→ Task: Go through the data below and copy it exactly, skipping every picture.

→ Exercise materials:
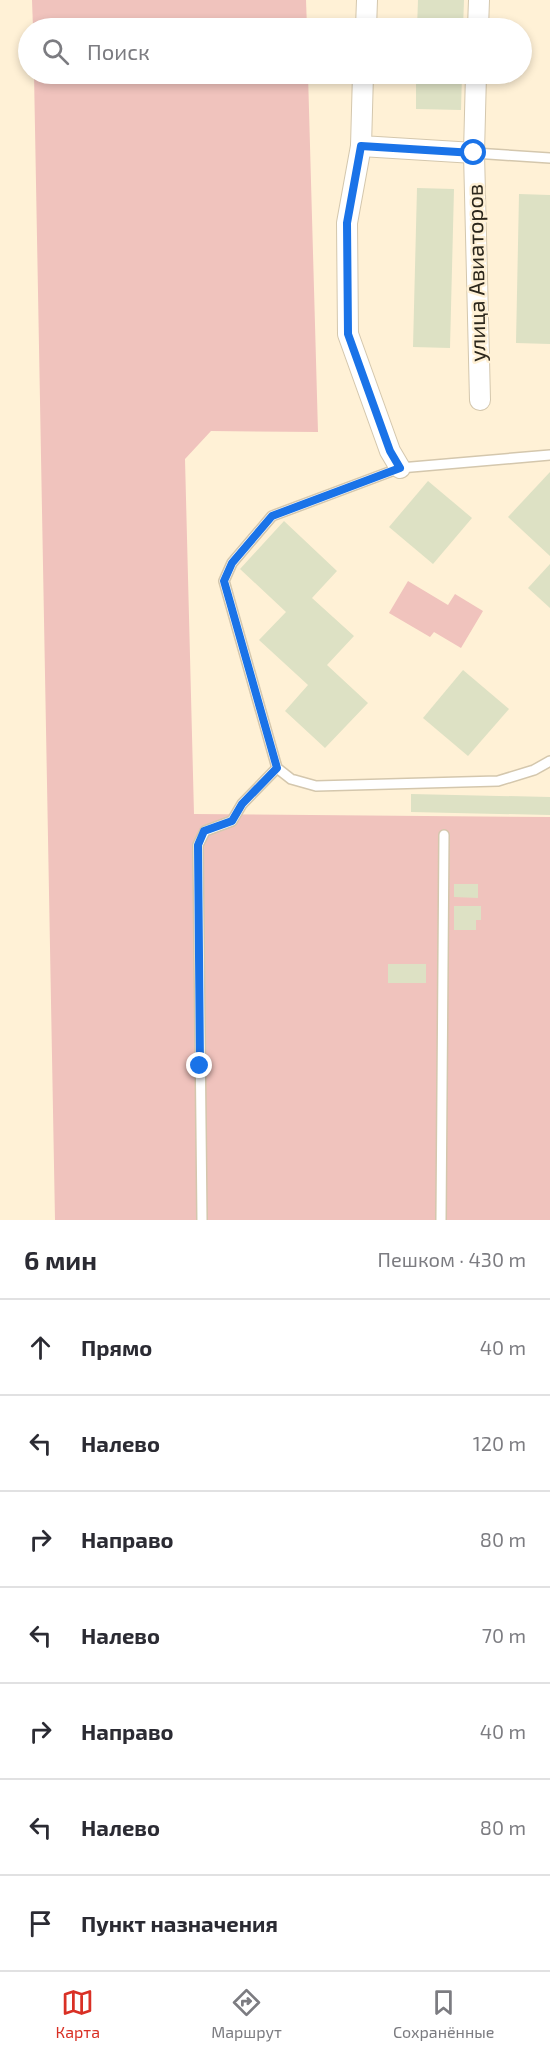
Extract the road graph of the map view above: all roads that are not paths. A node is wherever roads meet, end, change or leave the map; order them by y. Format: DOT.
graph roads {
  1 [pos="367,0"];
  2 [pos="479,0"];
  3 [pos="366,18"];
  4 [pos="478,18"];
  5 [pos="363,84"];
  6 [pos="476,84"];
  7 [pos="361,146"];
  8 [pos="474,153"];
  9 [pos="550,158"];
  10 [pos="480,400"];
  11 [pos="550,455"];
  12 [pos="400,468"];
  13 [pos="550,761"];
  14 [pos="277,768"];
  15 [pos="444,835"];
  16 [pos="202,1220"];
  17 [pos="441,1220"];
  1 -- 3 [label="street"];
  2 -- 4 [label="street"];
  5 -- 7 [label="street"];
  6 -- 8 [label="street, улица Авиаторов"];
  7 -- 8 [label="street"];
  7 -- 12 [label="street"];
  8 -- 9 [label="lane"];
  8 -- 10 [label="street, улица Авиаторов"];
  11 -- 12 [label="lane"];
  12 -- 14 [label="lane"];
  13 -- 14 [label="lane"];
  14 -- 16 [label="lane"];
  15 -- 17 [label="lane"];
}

→ Answer:
Extract the road graph of the map view above: all roads that are not paths. A node is wherever roads meet, end, change or leave the map; order them by y. Format: DOT.
graph roads {
  1 [pos="367,0"];
  2 [pos="479,0"];
  3 [pos="366,18"];
  4 [pos="478,18"];
  5 [pos="363,84"];
  6 [pos="476,84"];
  7 [pos="361,146"];
  8 [pos="474,153"];
  9 [pos="550,158"];
  10 [pos="480,400"];
  11 [pos="550,455"];
  12 [pos="400,468"];
  13 [pos="550,761"];
  14 [pos="277,768"];
  15 [pos="444,835"];
  16 [pos="202,1220"];
  17 [pos="441,1220"];
  1 -- 3 [label="street"];
  2 -- 4 [label="street"];
  5 -- 7 [label="street"];
  6 -- 8 [label="street, улица Авиаторов"];
  7 -- 8 [label="street"];
  7 -- 12 [label="street"];
  8 -- 9 [label="lane"];
  8 -- 10 [label="street, улица Авиаторов"];
  11 -- 12 [label="lane"];
  12 -- 14 [label="lane"];
  13 -- 14 [label="lane"];
  14 -- 16 [label="lane"];
  15 -- 17 [label="lane"];
}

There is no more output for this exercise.